Avoidance requires reading the product labels, package inserts, Safety Data Sheets (SDS), and on occasion, direct communication with the manufacturer.
The avoidance of fragrances such as Hydroxyisohexyl 3-cyclohexene carboxaldehyde (Lyral) can be difficult, since so many everyday products contain these substances. One should use only fragrance-free cosmetic and household products. “Unscented” products may contain low levels of a fragrance to cover up an undesirable odor and also should be avoided. Products labeled as “hypoallergenic” do not assure that the product is truly free of fragrance.

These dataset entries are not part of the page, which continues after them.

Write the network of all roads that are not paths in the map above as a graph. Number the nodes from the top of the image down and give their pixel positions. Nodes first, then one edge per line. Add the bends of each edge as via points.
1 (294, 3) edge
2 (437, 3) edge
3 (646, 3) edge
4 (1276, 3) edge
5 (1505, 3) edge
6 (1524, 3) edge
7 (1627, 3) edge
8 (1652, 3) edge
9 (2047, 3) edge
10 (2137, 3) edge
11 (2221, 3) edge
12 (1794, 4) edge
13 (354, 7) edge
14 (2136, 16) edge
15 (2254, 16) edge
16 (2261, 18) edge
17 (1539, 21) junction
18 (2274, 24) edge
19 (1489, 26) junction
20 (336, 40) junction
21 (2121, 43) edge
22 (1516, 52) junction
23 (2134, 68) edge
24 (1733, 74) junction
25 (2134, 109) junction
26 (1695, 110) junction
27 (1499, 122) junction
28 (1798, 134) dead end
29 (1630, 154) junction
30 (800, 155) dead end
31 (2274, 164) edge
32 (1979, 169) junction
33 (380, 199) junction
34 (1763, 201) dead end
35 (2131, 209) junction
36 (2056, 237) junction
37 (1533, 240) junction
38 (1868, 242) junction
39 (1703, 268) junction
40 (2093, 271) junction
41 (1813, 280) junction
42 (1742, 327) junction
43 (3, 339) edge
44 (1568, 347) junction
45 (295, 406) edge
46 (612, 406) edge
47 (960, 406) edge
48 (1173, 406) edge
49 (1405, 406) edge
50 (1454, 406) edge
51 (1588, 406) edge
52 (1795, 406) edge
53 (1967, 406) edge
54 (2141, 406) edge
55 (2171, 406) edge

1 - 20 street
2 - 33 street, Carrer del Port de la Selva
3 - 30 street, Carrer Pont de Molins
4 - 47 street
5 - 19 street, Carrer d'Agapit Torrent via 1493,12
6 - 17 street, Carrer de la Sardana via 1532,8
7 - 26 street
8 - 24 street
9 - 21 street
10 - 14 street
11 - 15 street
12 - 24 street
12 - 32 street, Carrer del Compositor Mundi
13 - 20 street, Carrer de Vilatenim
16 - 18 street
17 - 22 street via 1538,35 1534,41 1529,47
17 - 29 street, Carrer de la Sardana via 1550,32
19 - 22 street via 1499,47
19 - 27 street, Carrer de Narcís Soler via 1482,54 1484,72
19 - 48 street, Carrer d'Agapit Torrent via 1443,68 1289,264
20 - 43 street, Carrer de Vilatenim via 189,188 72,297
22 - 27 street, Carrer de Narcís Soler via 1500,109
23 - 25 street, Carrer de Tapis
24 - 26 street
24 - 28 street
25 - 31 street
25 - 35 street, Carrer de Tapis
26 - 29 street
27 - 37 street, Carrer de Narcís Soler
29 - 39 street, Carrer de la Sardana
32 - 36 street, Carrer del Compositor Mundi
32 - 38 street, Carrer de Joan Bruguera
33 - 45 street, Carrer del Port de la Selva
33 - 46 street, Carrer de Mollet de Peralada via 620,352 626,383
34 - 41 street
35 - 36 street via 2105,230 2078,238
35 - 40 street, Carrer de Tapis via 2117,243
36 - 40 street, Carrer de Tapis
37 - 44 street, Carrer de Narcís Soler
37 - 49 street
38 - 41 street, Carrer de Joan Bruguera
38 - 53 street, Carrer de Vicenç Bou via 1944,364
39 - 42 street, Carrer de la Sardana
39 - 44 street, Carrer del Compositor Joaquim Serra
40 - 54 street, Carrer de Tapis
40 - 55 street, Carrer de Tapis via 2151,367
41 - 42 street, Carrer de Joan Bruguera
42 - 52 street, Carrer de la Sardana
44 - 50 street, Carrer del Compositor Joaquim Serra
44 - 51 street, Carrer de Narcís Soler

Since fragrances are complex mixtures of many ingredients, an individual may tolerate one fragrance but not another. A trial-and-error method of avoiding a fragrance allergen in a product can be performed by applying the product to the forearm in the same small area twice a day for a week. If no dermatitis develops, the product may likely be used safely.

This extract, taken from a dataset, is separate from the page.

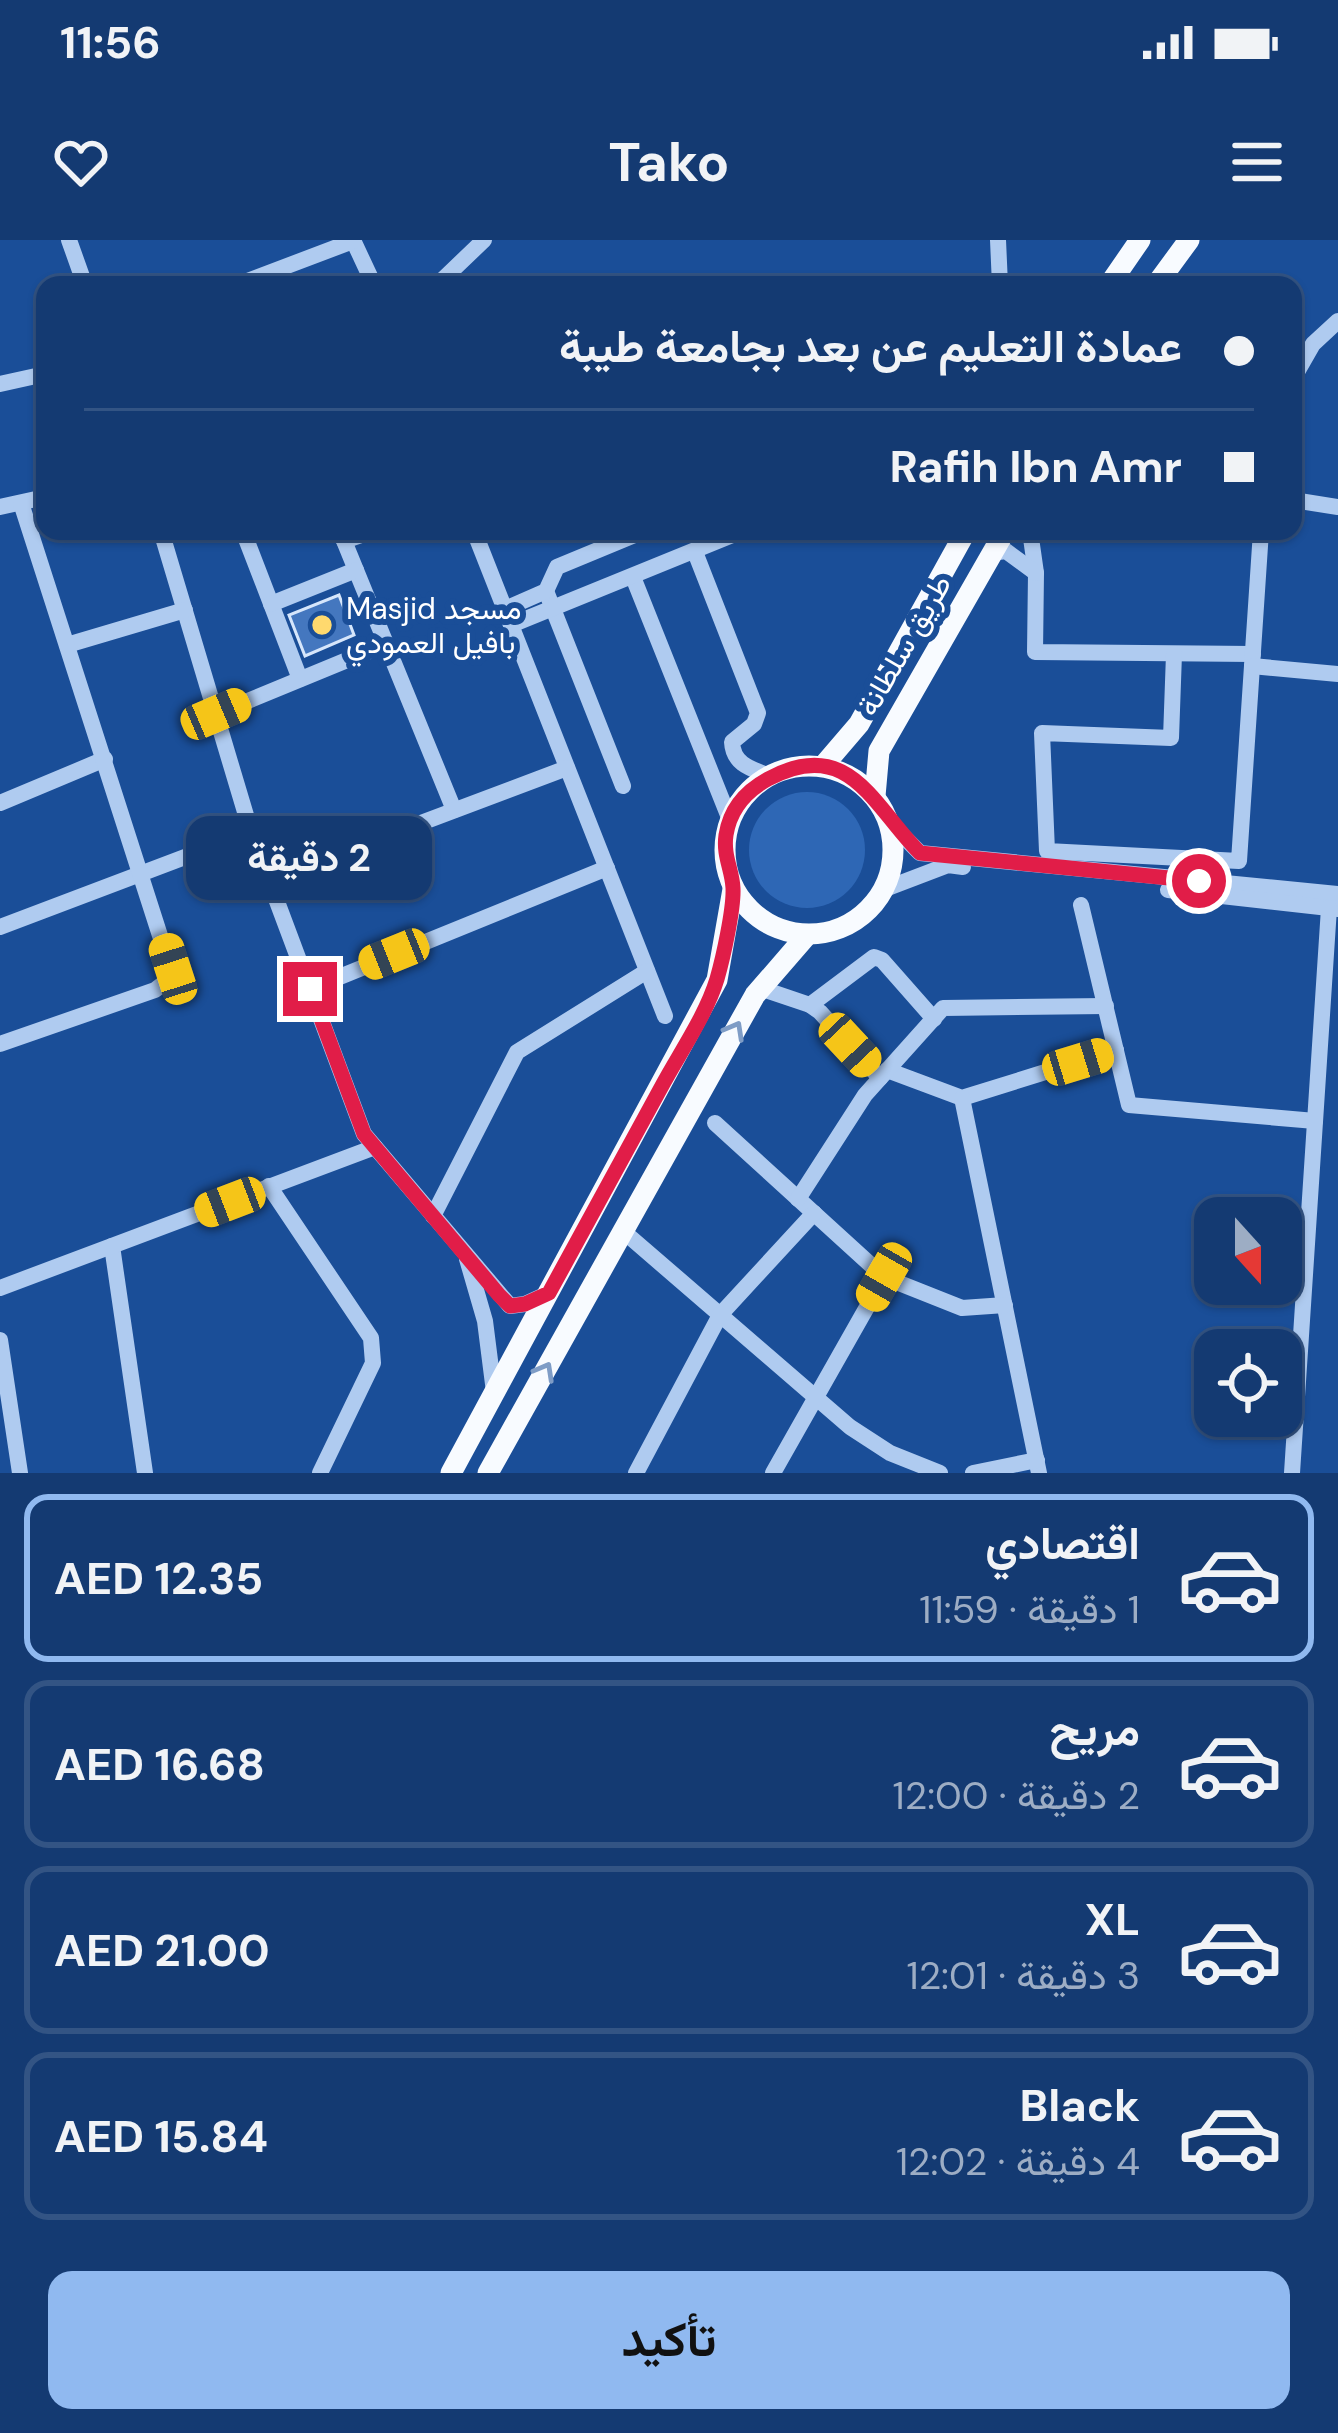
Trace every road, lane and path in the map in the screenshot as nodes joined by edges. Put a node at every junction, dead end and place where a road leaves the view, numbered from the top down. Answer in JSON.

Since some fragrances are also flavors, foods can, rarely, cause flare-ups of dermatitis in fragrance-sensitive individuals. Particularly if you have oral or lip allergies as discussed with your health care provider, you should avoid foods prepared with Hydroxyisohexyl 3-cyclohexene carboxaldehyde (Hydroxyisohexyl 3-cyclohexene carboxaldehyde [Lyral]).

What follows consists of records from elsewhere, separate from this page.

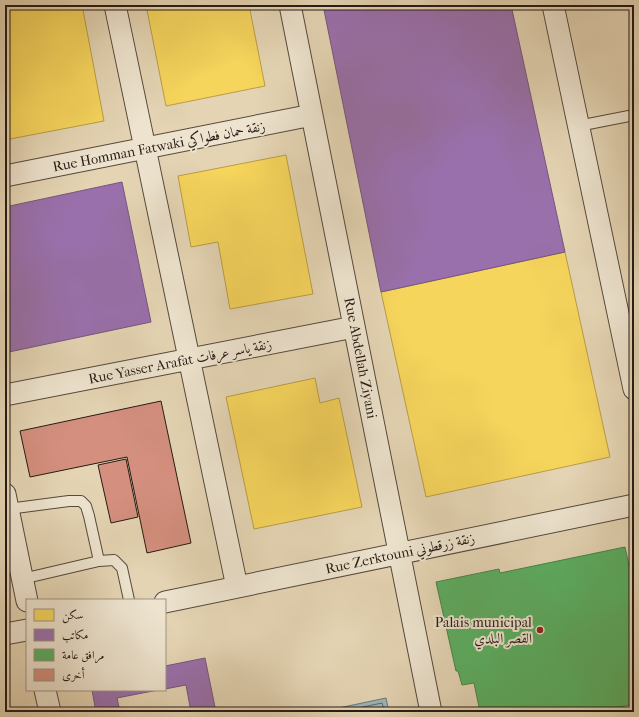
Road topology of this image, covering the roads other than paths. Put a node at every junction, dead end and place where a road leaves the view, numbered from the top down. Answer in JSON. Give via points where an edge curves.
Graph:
{"nodes":[{"id":1,"x":115,"y":5,"type":"edge"},
{"id":2,"x":290,"y":5,"type":"edge"},
{"id":3,"x":553,"y":5,"type":"edge"},
{"id":4,"x":312,"y":115,"type":"junction"},
{"id":5,"x":634,"y":115,"type":"edge"},
{"id":6,"x":578,"y":126,"type":"junction"},
{"id":7,"x":145,"y":149,"type":"junction"},
{"id":8,"x":5,"y":176,"type":"edge"},
{"id":9,"x":354,"y":327,"type":"junction"},
{"id":10,"x":189,"y":359,"type":"junction"},
{"id":11,"x":634,"y":389,"type":"edge"},
{"id":12,"x":5,"y":395,"type":"edge"},
{"id":13,"x":6,"y":502,"type":"edge"},
{"id":14,"x":634,"y":505,"type":"edge"},
{"id":15,"x":399,"y":553,"type":"junction"},
{"id":16,"x":99,"y":561,"type":"junction"},
{"id":17,"x":22,"y":579,"type":"junction"},
{"id":18,"x":238,"y":587,"type":"junction"},
{"id":19,"x":27,"y":599,"type":"edge"},
{"id":20,"x":129,"y":599,"type":"edge"},
{"id":21,"x":166,"y":602,"type":"edge"},
{"id":22,"x":26,"y":630,"type":"edge"},
{"id":23,"x":5,"y":634,"type":"edge"},
{"id":24,"x":45,"y":691,"type":"edge"},
{"id":25,"x":50,"y":712,"type":"edge"},
{"id":26,"x":431,"y":712,"type":"edge"}],
"edges":[{"from":1,"to":7,"type":"street"},
{"from":2,"to":4,"type":"street","name":"Rue Abdellah Ziyani"},
{"from":3,"to":6,"type":"street"},
{"from":4,"to":7,"type":"street","name":"Rue Homman Fatwaki زنقة حمان فطواكي"},
{"from":4,"to":9,"type":"street","name":"Rue Abdellah Ziyani"},
{"from":5,"to":6,"type":"lane"},
{"from":6,"to":11,"type":"street"},
{"from":7,"to":8,"type":"street","name":"Rue Homman Fatwaki زنقة حمان فطواكي"},
{"from":7,"to":10,"type":"street"},
{"from":9,"to":10,"type":"street","name":"Rue Yasser Arafat زنقة ياسر عرفات"},
{"from":9,"to":15,"type":"street","name":"Rue Abdellah Ziyani"},
{"from":10,"to":12,"type":"street","name":"Rue Yasser Arafat زنقة ياسر عرفات"},
{"from":10,"to":18,"type":"street"},
{"from":13,"to":16,"type":"lane","via":[[81,501],[86,506],[89,516]]},
{"from":13,"to":17,"type":"street"},
{"from":14,"to":15,"type":"street","name":"Rue Zerktouni زنقة زرقطوني"},
{"from":15,"to":18,"type":"street","name":"Rue Zerktouni زنقة زرقطوني"},
{"from":15,"to":26,"type":"street","name":"Rue Abdellah Ziyani"},
{"from":16,"to":17,"type":"lane"},
{"from":16,"to":20,"type":"lane","via":[[114,560],[119,564]]},
{"from":17,"to":19,"type":"street"},
{"from":18,"to":21,"type":"street","name":"Rue Zerktouni زنقة زرقطوني"},
{"from":22,"to":23,"type":"street"},
{"from":24,"to":25,"type":"street"}]}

Skin contact with Hydroxyisohexyl 3-cyclohexene carboxaldehyde (Hydroxyisohexyl 3-cyclohexene carboxaldehyde [Lyral]) is required for it to cause a rash. Discontinuation of exposure to products containing Hydroxyisohexyl 3-cyclohexene carboxaldehyde (Lyral) should result in improvement and/or resolution of your dermatitis. By law, all products made in the U.S. for topical use have
the ingredients listed either on the product package or the box that contains it, so check the labeling of your skin care products for this ingredient. If there is no information ask your pharmacist or call the company directly. At work, request a Safety Data Sheet (SDS) to help identify potential sources of exposure.